----- DATA FOR REVIEW
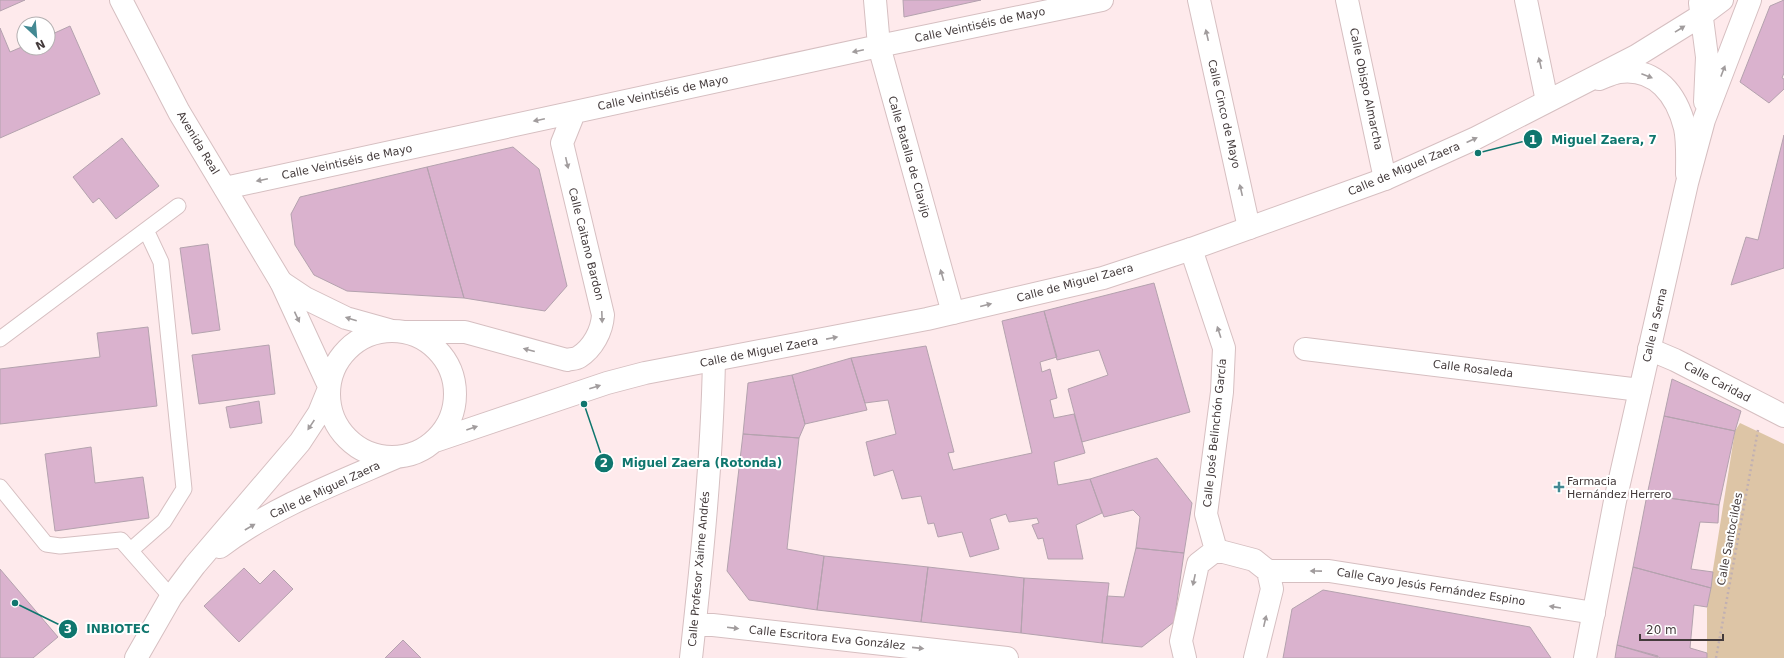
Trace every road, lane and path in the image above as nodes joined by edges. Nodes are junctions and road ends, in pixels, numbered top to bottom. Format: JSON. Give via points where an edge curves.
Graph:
{"nodes":[{"id":1,"x":121,"y":0,"type":"edge"},
{"id":2,"x":875,"y":0,"type":"edge"},
{"id":3,"x":1102,"y":0,"type":"edge"},
{"id":4,"x":1199,"y":0,"type":"edge"},
{"id":5,"x":1347,"y":0,"type":"edge"},
{"id":6,"x":1526,"y":0,"type":"edge"},
{"id":7,"x":1722,"y":0,"type":"edge"},
{"id":8,"x":1750,"y":0,"type":"edge"},
{"id":9,"x":1701,"y":8,"type":"edge"},
{"id":10,"x":879,"y":46,"type":"junction"},
{"id":11,"x":1582,"y":84,"type":"junction"},
{"id":12,"x":1547,"y":101,"type":"junction"},
{"id":13,"x":574,"y":113,"type":"junction"},
{"id":14,"x":1704,"y":120,"type":"junction"},
{"id":15,"x":1385,"y":179,"type":"junction"},
{"id":16,"x":1687,"y":183,"type":"junction"},
{"id":17,"x":225,"y":188,"type":"junction"},
{"id":18,"x":178,"y":206,"type":"dead end"},
{"id":19,"x":1249,"y":228,"type":"junction"},
{"id":20,"x":146,"y":230,"type":"junction"},
{"id":21,"x":1191,"y":249,"type":"junction"},
{"id":22,"x":281,"y":282,"type":"junction"},
{"id":23,"x":953,"y":312,"type":"junction"},
{"id":24,"x":398,"y":331,"type":"junction"},
{"id":25,"x":0,"y":339,"type":"edge"},
{"id":26,"x":1305,"y":348,"type":"dead end"},
{"id":27,"x":1649,"y":349,"type":"junction"},
{"id":28,"x":714,"y":360,"type":"junction"},
{"id":29,"x":328,"y":387,"type":"junction"},
{"id":30,"x":1640,"y":390,"type":"junction"},
{"id":31,"x":1784,"y":416,"type":"edge"},
{"id":32,"x":1760,"y":424,"type":"dead end"},
{"id":33,"x":435,"y":441,"type":"junction"},
{"id":34,"x":397,"y":457,"type":"junction"},
{"id":35,"x":0,"y":487,"type":"edge"},
{"id":36,"x":131,"y":550,"type":"junction"},
{"id":37,"x":1216,"y":550,"type":"junction"},
{"id":38,"x":195,"y":565,"type":"junction"},
{"id":39,"x":1268,"y":571,"type":"junction"},
{"id":40,"x":171,"y":596,"type":"junction"},
{"id":41,"x":1594,"y":613,"type":"junction"},
{"id":42,"x":695,"y":623,"type":"junction"},
{"id":43,"x":136,"y":658,"type":"edge"},
{"id":44,"x":691,"y":658,"type":"edge"},
{"id":45,"x":1007,"y":658,"type":"edge"},
{"id":46,"x":1185,"y":658,"type":"edge"},
{"id":47,"x":1255,"y":658,"type":"edge"},
{"id":48,"x":1585,"y":658,"type":"edge"},
{"id":49,"x":1716,"y":658,"type":"edge"}],
"edges":[{"from":1,"to":17,"type":"street","name":"Avenida Real","via":[[179,112]]},
{"from":2,"to":10,"type":"street","name":"Calle Batalla de Clavijo"},
{"from":3,"to":10,"type":"street","name":"Calle Veintiséis de Mayo"},
{"from":19,"to":4,"type":"street","name":"Calle Cinco de Mayo","one_way":true},
{"from":5,"to":15,"type":"street","name":"Calle Obispo Almarcha"},
{"from":12,"to":6,"type":"street","one_way":true},
{"from":7,"to":9,"type":"street","name":"Calle de Miguel Zaera"},
{"from":14,"to":8,"type":"street","name":"Calle la Serna","one_way":true},
{"from":11,"to":9,"type":"street","name":"Calle de Miguel Zaera","one_way":true,"via":[[1636,56]]},
{"from":9,"to":14,"type":"street","via":[[1707,57]]},
{"from":10,"to":13,"type":"street","name":"Calle Veintiséis de Mayo","one_way":true},
{"from":23,"to":10,"type":"street","name":"Calle Batalla de Clavijo","one_way":true},
{"from":11,"to":12,"type":"street","name":"Calle de Miguel Zaera"},
{"from":11,"to":16,"type":"street","one_way":true,"via":[[1619,72],[1641,73],[1659,81],[1672,97],[1685,128]]},
{"from":15,"to":12,"type":"street","name":"Calle de Miguel Zaera","one_way":true,"via":[[1476,138]]},
{"from":13,"to":17,"type":"street","name":"Calle Veintiséis de Mayo","one_way":true},
{"from":13,"to":24,"type":"street","name":"Calle Caitano Bardon","one_way":true,"via":[[562,143],[603,315],[602,327],[593,344],[579,358],[567,360],[465,332]]},
{"from":14,"to":16,"type":"street","name":"Calle la Serna"},
{"from":15,"to":19,"type":"street","name":"Calle de Miguel Zaera"},
{"from":16,"to":27,"type":"street","name":"Calle la Serna"},
{"from":17,"to":22,"type":"street","name":"Avenida Real"},
{"from":18,"to":20,"type":"lane"},
{"from":19,"to":21,"type":"street","name":"Calle de Miguel Zaera"},
{"from":20,"to":25,"type":"lane"},
{"from":20,"to":36,"type":"lane","via":[[161,262],[184,489],[164,521]]},
{"from":23,"to":21,"type":"street","name":"Calle de Miguel Zaera","one_way":true,"via":[[1104,278]]},
{"from":37,"to":21,"type":"street","name":"Calle José Belinchón García","one_way":true,"via":[[1206,514],[1222,392],[1224,348]]},
{"from":24,"to":22,"type":"street","name":"Avenida Real","one_way":true,"via":[[346,318],[305,298]]},
{"from":22,"to":29,"type":"street","name":"Avenida Real","one_way":true},
{"from":28,"to":23,"type":"street","name":"Calle de Miguel Zaera","one_way":true},
{"from":24,"to":29,"type":"street","via":[[370,334],[354,342],[341,356],[332,372]]},
{"from":24,"to":33,"type":"street","via":[[425,339],[440,352],[450,368],[455,388],[454,407],[447,425]]},
{"from":26,"to":30,"type":"street","name":"Calle Rosaleda"},
{"from":27,"to":30,"type":"street","name":"Calle la Serna"},
{"from":27,"to":31,"type":"street","name":"Calle Caridad"},
{"from":33,"to":28,"type":"street","name":"Calle de Miguel Zaera","one_way":true,"via":[[607,384],[645,373]]},
{"from":28,"to":42,"type":"street","name":"Calle Profesor Xaime Andrés","via":[[712,428]]},
{"from":29,"to":34,"type":"street","via":[[330,408],[336,425],[347,439],[362,450],[379,456]]},
{"from":29,"to":38,"type":"street","name":"Calle de Miguel Zaera","one_way":true,"via":[[320,413],[300,442]]},
{"from":30,"to":41,"type":"street","name":"Calle la Serna","via":[[1615,501]]},
{"from":32,"to":49,"type":"path","name":"Calle Santocildes"},
{"from":33,"to":34,"type":"street","via":[[417,452]]},
{"from":38,"to":34,"type":"street","name":"Calle de Miguel Zaera","one_way":true,"via":[[232,538],[289,505]]},
{"from":35,"to":36,"type":"lane","via":[[46,544],[60,546],[121,540]]},
{"from":36,"to":40,"type":"lane"},
{"from":37,"to":39,"type":"street","via":[[1254,560]]},
{"from":37,"to":46,"type":"street","one_way":true,"via":[[1198,564],[1181,641]]},
{"from":38,"to":40,"type":"street","name":"Calle de Miguel Zaera"},
{"from":41,"to":39,"type":"street","name":"Calle Cayo Jesús Fernández Espino","one_way":true,"via":[[1329,571]]},
{"from":47,"to":39,"type":"street","one_way":true,"via":[[1272,589]]},
{"from":40,"to":43,"type":"street","name":"Calle de Miguel Zaera"},
{"from":41,"to":48,"type":"street","name":"Calle la Serna"},
{"from":42,"to":44,"type":"street","name":"Calle Profesor Xaime Andrés"},
{"from":42,"to":45,"type":"street","name":"Calle Escritora Eva González","one_way":true}]}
----------
When you print the records above, keep them exact and leave out the pictures.

Trace every road, lane and path in the image above as nodes joined by edges. Nodes are junctions and road ends, in pixels, numbered top to bottom. Format: JSON. Give via points where an edge curves.
Graph:
{"nodes":[{"id":1,"x":121,"y":0,"type":"edge"},
{"id":2,"x":875,"y":0,"type":"edge"},
{"id":3,"x":1102,"y":0,"type":"edge"},
{"id":4,"x":1199,"y":0,"type":"edge"},
{"id":5,"x":1347,"y":0,"type":"edge"},
{"id":6,"x":1526,"y":0,"type":"edge"},
{"id":7,"x":1722,"y":0,"type":"edge"},
{"id":8,"x":1750,"y":0,"type":"edge"},
{"id":9,"x":1701,"y":8,"type":"edge"},
{"id":10,"x":879,"y":46,"type":"junction"},
{"id":11,"x":1582,"y":84,"type":"junction"},
{"id":12,"x":1547,"y":101,"type":"junction"},
{"id":13,"x":574,"y":113,"type":"junction"},
{"id":14,"x":1704,"y":120,"type":"junction"},
{"id":15,"x":1385,"y":179,"type":"junction"},
{"id":16,"x":1687,"y":183,"type":"junction"},
{"id":17,"x":225,"y":188,"type":"junction"},
{"id":18,"x":178,"y":206,"type":"dead end"},
{"id":19,"x":1249,"y":228,"type":"junction"},
{"id":20,"x":146,"y":230,"type":"junction"},
{"id":21,"x":1191,"y":249,"type":"junction"},
{"id":22,"x":281,"y":282,"type":"junction"},
{"id":23,"x":953,"y":312,"type":"junction"},
{"id":24,"x":398,"y":331,"type":"junction"},
{"id":25,"x":0,"y":339,"type":"edge"},
{"id":26,"x":1305,"y":348,"type":"dead end"},
{"id":27,"x":1649,"y":349,"type":"junction"},
{"id":28,"x":714,"y":360,"type":"junction"},
{"id":29,"x":328,"y":387,"type":"junction"},
{"id":30,"x":1640,"y":390,"type":"junction"},
{"id":31,"x":1784,"y":416,"type":"edge"},
{"id":32,"x":1760,"y":424,"type":"dead end"},
{"id":33,"x":435,"y":441,"type":"junction"},
{"id":34,"x":397,"y":457,"type":"junction"},
{"id":35,"x":0,"y":487,"type":"edge"},
{"id":36,"x":131,"y":550,"type":"junction"},
{"id":37,"x":1216,"y":550,"type":"junction"},
{"id":38,"x":195,"y":565,"type":"junction"},
{"id":39,"x":1268,"y":571,"type":"junction"},
{"id":40,"x":171,"y":596,"type":"junction"},
{"id":41,"x":1594,"y":613,"type":"junction"},
{"id":42,"x":695,"y":623,"type":"junction"},
{"id":43,"x":136,"y":658,"type":"edge"},
{"id":44,"x":691,"y":658,"type":"edge"},
{"id":45,"x":1007,"y":658,"type":"edge"},
{"id":46,"x":1185,"y":658,"type":"edge"},
{"id":47,"x":1255,"y":658,"type":"edge"},
{"id":48,"x":1585,"y":658,"type":"edge"},
{"id":49,"x":1716,"y":658,"type":"edge"}],
"edges":[{"from":1,"to":17,"type":"street","name":"Avenida Real","via":[[179,112]]},
{"from":2,"to":10,"type":"street","name":"Calle Batalla de Clavijo"},
{"from":3,"to":10,"type":"street","name":"Calle Veintiséis de Mayo"},
{"from":19,"to":4,"type":"street","name":"Calle Cinco de Mayo","one_way":true},
{"from":5,"to":15,"type":"street","name":"Calle Obispo Almarcha"},
{"from":12,"to":6,"type":"street","one_way":true},
{"from":7,"to":9,"type":"street","name":"Calle de Miguel Zaera"},
{"from":14,"to":8,"type":"street","name":"Calle la Serna","one_way":true},
{"from":11,"to":9,"type":"street","name":"Calle de Miguel Zaera","one_way":true,"via":[[1636,56]]},
{"from":9,"to":14,"type":"street","via":[[1707,57]]},
{"from":10,"to":13,"type":"street","name":"Calle Veintiséis de Mayo","one_way":true},
{"from":23,"to":10,"type":"street","name":"Calle Batalla de Clavijo","one_way":true},
{"from":11,"to":12,"type":"street","name":"Calle de Miguel Zaera"},
{"from":11,"to":16,"type":"street","one_way":true,"via":[[1619,72],[1641,73],[1659,81],[1672,97],[1685,128]]},
{"from":15,"to":12,"type":"street","name":"Calle de Miguel Zaera","one_way":true,"via":[[1476,138]]},
{"from":13,"to":17,"type":"street","name":"Calle Veintiséis de Mayo","one_way":true},
{"from":13,"to":24,"type":"street","name":"Calle Caitano Bardon","one_way":true,"via":[[562,143],[603,315],[602,327],[593,344],[579,358],[567,360],[465,332]]},
{"from":14,"to":16,"type":"street","name":"Calle la Serna"},
{"from":15,"to":19,"type":"street","name":"Calle de Miguel Zaera"},
{"from":16,"to":27,"type":"street","name":"Calle la Serna"},
{"from":17,"to":22,"type":"street","name":"Avenida Real"},
{"from":18,"to":20,"type":"lane"},
{"from":19,"to":21,"type":"street","name":"Calle de Miguel Zaera"},
{"from":20,"to":25,"type":"lane"},
{"from":20,"to":36,"type":"lane","via":[[161,262],[184,489],[164,521]]},
{"from":23,"to":21,"type":"street","name":"Calle de Miguel Zaera","one_way":true,"via":[[1104,278]]},
{"from":37,"to":21,"type":"street","name":"Calle José Belinchón García","one_way":true,"via":[[1206,514],[1222,392],[1224,348]]},
{"from":24,"to":22,"type":"street","name":"Avenida Real","one_way":true,"via":[[346,318],[305,298]]},
{"from":22,"to":29,"type":"street","name":"Avenida Real","one_way":true},
{"from":28,"to":23,"type":"street","name":"Calle de Miguel Zaera","one_way":true},
{"from":24,"to":29,"type":"street","via":[[370,334],[354,342],[341,356],[332,372]]},
{"from":24,"to":33,"type":"street","via":[[425,339],[440,352],[450,368],[455,388],[454,407],[447,425]]},
{"from":26,"to":30,"type":"street","name":"Calle Rosaleda"},
{"from":27,"to":30,"type":"street","name":"Calle la Serna"},
{"from":27,"to":31,"type":"street","name":"Calle Caridad"},
{"from":33,"to":28,"type":"street","name":"Calle de Miguel Zaera","one_way":true,"via":[[607,384],[645,373]]},
{"from":28,"to":42,"type":"street","name":"Calle Profesor Xaime Andrés","via":[[712,428]]},
{"from":29,"to":34,"type":"street","via":[[330,408],[336,425],[347,439],[362,450],[379,456]]},
{"from":29,"to":38,"type":"street","name":"Calle de Miguel Zaera","one_way":true,"via":[[320,413],[300,442]]},
{"from":30,"to":41,"type":"street","name":"Calle la Serna","via":[[1615,501]]},
{"from":32,"to":49,"type":"path","name":"Calle Santocildes"},
{"from":33,"to":34,"type":"street","via":[[417,452]]},
{"from":38,"to":34,"type":"street","name":"Calle de Miguel Zaera","one_way":true,"via":[[232,538],[289,505]]},
{"from":35,"to":36,"type":"lane","via":[[46,544],[60,546],[121,540]]},
{"from":36,"to":40,"type":"lane"},
{"from":37,"to":39,"type":"street","via":[[1254,560]]},
{"from":37,"to":46,"type":"street","one_way":true,"via":[[1198,564],[1181,641]]},
{"from":38,"to":40,"type":"street","name":"Calle de Miguel Zaera"},
{"from":41,"to":39,"type":"street","name":"Calle Cayo Jesús Fernández Espino","one_way":true,"via":[[1329,571]]},
{"from":47,"to":39,"type":"street","one_way":true,"via":[[1272,589]]},
{"from":40,"to":43,"type":"street","name":"Calle de Miguel Zaera"},
{"from":41,"to":48,"type":"street","name":"Calle la Serna"},
{"from":42,"to":44,"type":"street","name":"Calle Profesor Xaime Andrés"},
{"from":42,"to":45,"type":"street","name":"Calle Escritora Eva González","one_way":true}]}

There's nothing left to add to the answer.